3.3. Contrast with the CA Model

In this paper, the CA model was compared to the CBR model to further evaluate the latter.

The CA model is a grid dynamic model that is controlled by local rules. It has no established mathematical expression. It can simulate the evolution process of the spatial patterns of urban land by setting the parameters and initial values of the simulation rules [40]. Many studies have shown that CA is not only very useful for simulating complex systems [41,42], but is also commonly used to simulate land use change. It can also effectively represent the nonlinear spatial random change process [43].

CA consists of five parts: the cell, cell space, neighborhood, time, and transformation rules. Among these, the cell is the basic unit of CA. A regular square cell is also commonly used; it can be easily combined with the raster data of a remote sensing image. Cellular space refers to the space of cellular distribution; it is mostly concentrated in two-dimensional space. Neighborhood refers to the cell that is adjacent to the current cell. In the two-dimensional square cell space, most of the surrounding eight cells are used as the cell space (molar type). The change in time is discrete, and is an important condition for triggering the change of cellular state. The cellular state at the next moment is only related to the cellular state at the current moment. The transformation rule is the core of CA [42]; this rule is used to describe the conditions or methods of cellular changes in the time domain. It can be calculated as follows:

S_{(t + 1)} {= f (S}_{(t)} {, N}^{x})

(7)

where S_(t+1) is the state of the cell at the time t + 1, S_(t) is the state of the cell at time t, and N^x is the state of the cell in the neighborhood range of cell x × x.

In this study, CA simulation was implemented by the Geographical Simulation and Optimization System (GeoSOS), which was proposed and developed by Professor Li Xia and their team [44]. This system is a coupled model of geographic simulation and spatial optimization; it can be used to simulate and spatially optimize changes in global land use and urban growth. The Logistic-CA module is suitable for modelling the conversion of non-urban to urban land for a single type of land use. This model uses the logistic regression method to extract rules and apply them to the simulation [45]. Using the research data mentioned above, in this study the rules were set such that arable land, woodland, grass land, and unused land could be transformed into urban land. The CA urban growth simulation result of Jixi in 2015 was obtained after 200 iterative calculations (Figure 9). Table 9 shows that the total accuracy of the CA simulation result was 96.91, and that the simulation accuracies of the urbanized and non-urbanized cases were 86.99% and 98.31%, respectively. In addition, the kappa coefficient was 84.98% and the FoM indicator was 0.148.

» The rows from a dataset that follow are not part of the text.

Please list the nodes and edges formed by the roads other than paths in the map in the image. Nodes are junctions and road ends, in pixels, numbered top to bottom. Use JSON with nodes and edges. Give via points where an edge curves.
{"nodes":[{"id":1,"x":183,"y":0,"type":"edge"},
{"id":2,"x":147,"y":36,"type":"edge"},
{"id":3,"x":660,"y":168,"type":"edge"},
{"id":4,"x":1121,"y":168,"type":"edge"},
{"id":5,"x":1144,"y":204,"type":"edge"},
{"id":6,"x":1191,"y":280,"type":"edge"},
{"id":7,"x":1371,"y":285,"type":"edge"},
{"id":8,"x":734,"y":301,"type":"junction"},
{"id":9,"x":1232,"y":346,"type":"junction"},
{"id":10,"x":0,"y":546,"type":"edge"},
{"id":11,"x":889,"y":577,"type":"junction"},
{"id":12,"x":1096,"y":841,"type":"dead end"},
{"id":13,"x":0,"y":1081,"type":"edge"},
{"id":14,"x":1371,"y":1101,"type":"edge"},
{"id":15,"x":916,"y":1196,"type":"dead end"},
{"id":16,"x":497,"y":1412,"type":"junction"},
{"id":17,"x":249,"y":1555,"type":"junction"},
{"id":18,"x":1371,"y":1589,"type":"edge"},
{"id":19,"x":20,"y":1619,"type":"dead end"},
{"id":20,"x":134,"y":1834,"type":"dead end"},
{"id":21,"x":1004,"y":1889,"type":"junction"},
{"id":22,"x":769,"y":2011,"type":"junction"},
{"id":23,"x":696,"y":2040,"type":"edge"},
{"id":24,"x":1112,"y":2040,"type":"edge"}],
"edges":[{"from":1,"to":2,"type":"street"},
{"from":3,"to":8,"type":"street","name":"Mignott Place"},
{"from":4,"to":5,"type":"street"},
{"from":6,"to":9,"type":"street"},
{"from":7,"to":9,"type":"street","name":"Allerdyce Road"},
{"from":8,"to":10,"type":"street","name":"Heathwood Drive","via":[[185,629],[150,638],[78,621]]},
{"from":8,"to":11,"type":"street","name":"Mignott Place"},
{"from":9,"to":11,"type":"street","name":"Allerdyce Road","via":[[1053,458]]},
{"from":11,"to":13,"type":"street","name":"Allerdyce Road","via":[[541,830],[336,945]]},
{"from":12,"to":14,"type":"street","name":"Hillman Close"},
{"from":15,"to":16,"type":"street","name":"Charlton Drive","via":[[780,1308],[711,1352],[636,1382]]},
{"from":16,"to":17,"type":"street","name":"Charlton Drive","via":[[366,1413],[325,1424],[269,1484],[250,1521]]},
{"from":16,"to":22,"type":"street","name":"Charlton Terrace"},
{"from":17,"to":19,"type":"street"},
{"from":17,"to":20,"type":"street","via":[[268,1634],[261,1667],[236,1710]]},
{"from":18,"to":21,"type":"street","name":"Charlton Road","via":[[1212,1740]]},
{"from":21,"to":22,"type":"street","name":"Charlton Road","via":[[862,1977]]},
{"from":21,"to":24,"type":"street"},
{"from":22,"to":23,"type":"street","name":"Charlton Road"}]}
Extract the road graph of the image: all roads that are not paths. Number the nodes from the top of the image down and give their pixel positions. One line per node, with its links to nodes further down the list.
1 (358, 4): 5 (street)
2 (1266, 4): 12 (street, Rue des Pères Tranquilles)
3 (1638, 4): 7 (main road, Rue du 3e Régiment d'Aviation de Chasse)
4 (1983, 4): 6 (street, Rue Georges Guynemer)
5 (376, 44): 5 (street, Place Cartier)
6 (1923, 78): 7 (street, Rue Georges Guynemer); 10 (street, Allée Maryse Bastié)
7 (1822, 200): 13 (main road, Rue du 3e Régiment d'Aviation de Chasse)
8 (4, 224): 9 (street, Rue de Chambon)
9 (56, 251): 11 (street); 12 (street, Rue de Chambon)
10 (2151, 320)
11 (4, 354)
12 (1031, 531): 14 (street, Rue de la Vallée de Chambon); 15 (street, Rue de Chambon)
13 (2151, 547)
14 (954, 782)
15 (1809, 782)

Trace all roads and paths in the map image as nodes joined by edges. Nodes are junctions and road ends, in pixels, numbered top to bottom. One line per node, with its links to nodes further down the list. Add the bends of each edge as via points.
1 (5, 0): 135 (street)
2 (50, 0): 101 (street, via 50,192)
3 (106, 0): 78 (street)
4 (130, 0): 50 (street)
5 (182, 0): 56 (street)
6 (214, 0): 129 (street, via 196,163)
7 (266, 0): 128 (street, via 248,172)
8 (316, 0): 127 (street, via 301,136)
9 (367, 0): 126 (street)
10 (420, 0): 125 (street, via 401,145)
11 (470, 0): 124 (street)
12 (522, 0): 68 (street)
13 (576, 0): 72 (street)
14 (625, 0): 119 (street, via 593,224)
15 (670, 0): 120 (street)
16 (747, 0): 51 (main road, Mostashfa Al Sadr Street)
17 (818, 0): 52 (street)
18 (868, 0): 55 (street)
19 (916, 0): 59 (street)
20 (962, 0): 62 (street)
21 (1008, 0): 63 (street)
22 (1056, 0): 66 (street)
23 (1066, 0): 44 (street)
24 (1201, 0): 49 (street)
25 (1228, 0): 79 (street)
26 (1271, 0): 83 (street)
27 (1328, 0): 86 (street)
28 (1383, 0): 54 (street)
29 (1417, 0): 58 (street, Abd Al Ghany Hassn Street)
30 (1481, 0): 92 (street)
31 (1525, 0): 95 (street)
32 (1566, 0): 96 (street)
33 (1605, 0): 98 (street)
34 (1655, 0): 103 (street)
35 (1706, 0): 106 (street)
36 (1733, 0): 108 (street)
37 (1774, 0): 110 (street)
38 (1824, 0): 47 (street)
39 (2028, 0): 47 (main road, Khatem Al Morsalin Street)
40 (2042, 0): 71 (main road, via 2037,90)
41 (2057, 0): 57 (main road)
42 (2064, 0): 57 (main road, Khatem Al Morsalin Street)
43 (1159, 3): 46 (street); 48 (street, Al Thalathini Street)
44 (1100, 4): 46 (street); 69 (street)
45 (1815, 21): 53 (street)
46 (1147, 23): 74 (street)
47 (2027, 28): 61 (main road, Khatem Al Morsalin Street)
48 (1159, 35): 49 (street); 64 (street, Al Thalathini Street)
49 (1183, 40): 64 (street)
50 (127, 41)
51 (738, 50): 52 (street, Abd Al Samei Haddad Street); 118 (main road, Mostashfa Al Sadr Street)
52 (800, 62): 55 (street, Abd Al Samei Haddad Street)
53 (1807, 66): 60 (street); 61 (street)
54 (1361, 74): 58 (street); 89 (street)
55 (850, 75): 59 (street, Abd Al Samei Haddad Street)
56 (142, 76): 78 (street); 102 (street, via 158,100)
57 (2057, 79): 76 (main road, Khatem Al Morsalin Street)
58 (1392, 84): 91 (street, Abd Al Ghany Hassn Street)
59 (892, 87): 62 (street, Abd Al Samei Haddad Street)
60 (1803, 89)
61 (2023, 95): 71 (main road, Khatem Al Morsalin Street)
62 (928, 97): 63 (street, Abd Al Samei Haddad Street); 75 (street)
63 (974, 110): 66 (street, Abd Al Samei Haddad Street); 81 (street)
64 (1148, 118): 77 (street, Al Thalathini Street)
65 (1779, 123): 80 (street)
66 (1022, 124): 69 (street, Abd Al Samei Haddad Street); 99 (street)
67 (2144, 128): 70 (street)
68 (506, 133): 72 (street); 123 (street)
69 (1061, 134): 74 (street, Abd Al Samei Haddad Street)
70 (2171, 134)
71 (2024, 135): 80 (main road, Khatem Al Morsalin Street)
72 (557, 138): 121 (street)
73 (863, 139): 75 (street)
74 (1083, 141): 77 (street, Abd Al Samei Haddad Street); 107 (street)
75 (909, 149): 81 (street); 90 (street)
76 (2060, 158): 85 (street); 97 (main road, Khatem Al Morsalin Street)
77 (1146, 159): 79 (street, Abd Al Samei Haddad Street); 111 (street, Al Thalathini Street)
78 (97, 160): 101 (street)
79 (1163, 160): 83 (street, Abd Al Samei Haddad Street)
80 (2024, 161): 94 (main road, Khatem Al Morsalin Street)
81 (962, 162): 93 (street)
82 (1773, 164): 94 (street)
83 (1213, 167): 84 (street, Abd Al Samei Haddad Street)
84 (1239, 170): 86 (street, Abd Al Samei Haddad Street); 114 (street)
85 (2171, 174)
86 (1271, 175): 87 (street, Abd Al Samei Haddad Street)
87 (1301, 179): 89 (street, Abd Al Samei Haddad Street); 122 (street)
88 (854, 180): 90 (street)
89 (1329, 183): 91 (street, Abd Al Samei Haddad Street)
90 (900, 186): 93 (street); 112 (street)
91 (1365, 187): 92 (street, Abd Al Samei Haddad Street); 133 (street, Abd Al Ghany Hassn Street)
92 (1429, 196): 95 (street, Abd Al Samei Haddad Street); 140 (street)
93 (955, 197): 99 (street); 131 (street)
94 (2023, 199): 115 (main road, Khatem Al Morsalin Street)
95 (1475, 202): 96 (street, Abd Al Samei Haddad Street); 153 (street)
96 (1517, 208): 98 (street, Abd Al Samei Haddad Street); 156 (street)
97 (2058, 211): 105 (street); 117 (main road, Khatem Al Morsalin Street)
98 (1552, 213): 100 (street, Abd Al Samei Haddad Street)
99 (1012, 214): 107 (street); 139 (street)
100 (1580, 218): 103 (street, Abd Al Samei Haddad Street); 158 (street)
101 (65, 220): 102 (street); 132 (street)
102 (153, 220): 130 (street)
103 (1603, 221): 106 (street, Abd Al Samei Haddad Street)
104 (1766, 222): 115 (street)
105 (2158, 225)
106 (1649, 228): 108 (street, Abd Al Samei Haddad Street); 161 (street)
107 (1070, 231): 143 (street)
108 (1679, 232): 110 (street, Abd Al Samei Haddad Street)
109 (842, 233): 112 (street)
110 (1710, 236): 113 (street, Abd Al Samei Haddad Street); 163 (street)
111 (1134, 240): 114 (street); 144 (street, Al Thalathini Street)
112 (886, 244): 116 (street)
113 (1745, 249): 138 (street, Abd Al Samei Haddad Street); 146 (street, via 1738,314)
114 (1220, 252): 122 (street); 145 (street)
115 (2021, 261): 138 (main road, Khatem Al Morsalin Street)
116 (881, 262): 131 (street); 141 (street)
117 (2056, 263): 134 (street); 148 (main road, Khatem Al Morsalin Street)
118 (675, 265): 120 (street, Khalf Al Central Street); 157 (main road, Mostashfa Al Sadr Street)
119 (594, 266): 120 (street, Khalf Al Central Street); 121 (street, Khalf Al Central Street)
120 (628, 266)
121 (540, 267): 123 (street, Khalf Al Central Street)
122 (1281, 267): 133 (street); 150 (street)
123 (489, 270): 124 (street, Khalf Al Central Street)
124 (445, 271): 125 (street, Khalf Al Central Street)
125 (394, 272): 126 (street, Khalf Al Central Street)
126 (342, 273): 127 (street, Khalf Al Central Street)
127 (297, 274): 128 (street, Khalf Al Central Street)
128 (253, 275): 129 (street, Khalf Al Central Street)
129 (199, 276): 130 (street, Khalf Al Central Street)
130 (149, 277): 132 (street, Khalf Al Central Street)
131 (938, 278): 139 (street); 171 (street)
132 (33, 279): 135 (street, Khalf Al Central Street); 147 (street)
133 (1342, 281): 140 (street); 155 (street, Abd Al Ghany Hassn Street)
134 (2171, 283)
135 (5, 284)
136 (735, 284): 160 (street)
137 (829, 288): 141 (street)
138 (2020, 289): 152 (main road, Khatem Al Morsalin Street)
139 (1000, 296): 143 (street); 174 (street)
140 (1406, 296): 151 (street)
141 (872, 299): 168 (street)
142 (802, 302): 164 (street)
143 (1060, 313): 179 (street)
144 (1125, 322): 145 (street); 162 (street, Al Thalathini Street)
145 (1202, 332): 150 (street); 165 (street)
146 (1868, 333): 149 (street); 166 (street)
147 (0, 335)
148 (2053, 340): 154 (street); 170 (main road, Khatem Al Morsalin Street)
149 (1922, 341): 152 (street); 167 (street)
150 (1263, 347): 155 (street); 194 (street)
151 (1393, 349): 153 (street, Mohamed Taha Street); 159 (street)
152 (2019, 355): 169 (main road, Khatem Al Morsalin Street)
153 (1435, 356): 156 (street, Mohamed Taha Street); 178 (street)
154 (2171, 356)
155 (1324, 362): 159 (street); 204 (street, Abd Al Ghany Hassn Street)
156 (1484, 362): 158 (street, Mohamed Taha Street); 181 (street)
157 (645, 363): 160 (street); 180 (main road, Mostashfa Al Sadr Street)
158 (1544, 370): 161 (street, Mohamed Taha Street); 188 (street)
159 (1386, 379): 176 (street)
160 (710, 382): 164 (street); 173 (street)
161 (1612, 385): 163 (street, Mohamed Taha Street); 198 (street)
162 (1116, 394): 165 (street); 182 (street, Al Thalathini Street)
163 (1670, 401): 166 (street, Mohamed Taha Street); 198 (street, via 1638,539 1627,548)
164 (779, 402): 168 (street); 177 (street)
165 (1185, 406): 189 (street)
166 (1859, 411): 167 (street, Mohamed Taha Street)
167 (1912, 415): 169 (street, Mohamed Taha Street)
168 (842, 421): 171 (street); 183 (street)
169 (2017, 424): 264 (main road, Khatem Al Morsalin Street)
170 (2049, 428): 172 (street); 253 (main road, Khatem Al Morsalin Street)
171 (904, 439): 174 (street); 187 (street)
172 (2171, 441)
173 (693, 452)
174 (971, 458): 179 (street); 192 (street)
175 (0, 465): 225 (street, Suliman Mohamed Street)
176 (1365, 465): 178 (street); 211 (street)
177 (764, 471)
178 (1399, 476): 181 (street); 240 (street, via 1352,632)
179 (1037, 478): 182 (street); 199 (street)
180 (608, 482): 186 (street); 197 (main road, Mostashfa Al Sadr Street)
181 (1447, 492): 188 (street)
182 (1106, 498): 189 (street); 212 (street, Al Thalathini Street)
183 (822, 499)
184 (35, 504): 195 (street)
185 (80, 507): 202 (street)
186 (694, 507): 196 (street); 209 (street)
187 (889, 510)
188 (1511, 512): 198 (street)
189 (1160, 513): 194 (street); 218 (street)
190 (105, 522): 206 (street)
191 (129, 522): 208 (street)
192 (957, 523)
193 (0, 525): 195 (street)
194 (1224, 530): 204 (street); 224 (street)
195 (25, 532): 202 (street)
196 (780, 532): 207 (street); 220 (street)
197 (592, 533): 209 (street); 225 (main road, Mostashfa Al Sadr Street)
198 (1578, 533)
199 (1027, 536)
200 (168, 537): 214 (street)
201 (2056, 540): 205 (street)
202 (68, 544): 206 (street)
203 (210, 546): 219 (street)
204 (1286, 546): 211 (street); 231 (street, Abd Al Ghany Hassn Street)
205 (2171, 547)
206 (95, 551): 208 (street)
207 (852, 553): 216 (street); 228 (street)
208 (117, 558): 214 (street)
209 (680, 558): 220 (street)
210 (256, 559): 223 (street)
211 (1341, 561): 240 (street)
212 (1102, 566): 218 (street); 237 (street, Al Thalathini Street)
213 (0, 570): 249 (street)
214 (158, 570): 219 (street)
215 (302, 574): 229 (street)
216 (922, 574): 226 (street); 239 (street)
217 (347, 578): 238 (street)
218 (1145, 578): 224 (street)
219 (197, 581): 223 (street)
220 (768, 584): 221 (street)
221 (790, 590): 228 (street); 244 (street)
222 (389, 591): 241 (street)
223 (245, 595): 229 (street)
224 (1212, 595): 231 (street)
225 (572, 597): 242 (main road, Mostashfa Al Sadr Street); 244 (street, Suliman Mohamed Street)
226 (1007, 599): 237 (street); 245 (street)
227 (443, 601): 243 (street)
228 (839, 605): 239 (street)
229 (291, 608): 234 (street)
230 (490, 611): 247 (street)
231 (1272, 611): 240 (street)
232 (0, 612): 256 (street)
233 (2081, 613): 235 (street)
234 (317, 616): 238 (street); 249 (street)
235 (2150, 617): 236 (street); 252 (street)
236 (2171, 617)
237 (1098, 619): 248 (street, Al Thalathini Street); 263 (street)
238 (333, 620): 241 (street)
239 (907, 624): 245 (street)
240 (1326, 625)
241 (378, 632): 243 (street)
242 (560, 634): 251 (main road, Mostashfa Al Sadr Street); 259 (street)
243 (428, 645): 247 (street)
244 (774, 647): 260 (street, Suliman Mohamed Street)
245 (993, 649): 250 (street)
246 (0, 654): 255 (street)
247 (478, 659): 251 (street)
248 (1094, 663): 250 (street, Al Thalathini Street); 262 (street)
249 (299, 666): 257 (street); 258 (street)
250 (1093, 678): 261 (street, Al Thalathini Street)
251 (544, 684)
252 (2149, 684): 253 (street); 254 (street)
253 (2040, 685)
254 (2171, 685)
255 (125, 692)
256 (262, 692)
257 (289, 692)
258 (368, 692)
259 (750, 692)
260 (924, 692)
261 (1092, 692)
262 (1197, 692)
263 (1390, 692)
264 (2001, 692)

Comparing the CA simulation results with the urban growth CBR simulation results (Table 10) reveals that the simulation accuracy of the urban growth CBR model was higher. Further analysis of the driving mechanisms and simulation processes of these two models shows that they have the following characteristics:

(1): CA simulation is a process based on neighborhood evolution, meaning that new urban growth land is inevitably adjacent to existing urban land. Thus, the simulation result is often affected by the cluster effect, which makes it difficult to simulate the enclave growth process and leads to a certain deviation from the actual urban pattern. Urban growth CBR simulation only considers the background conditions of each case and is not restricted by neighborhood conditions. Therefore, it can better reflect the spatial distribution trends of urban growth.
(2): The effectiveness of CA greatly depends on the mining of transformation rules; if the rules are expressed in a too simple or too complex way, then this is not conducive to model simulation. Urban growth CBR is a kind of black-box reasoning process; it can effectively avoid the problems caused by rule mining, and its process for creating the case base is easier than CA’s process for constructing rules. From this point of view, the urban growth CBR model is simpler and easier to understand than CA.
(3): Urban growth CBR is an empirical reasoning method, meaning that its simulation accuracy will be restricted by experience. If the number of geographical cases is too small, then it will be difficult to guarantee the model’s accuracy. At the same time, the number of cases also affects the model’s operation speed. Collecting a large number of geographical cases to improve the accuracy will decrease the model’s operation efficiency. However, CA requires less computation than urban growth CBR, and so simulation results can be obtained more quickly.

4. Conclusions

Simulating urban growth patterns is a necessary step for sustainable land use management. The major contribution of this study is that it improves the CBR model traditionally used to simulate land use changes, thereby developing a CBR model for simulating urban growth. It redefined the case expression mode, developed the idea of case comprehensive retrieval, and proposed the introduction of a method to constrain the time factor.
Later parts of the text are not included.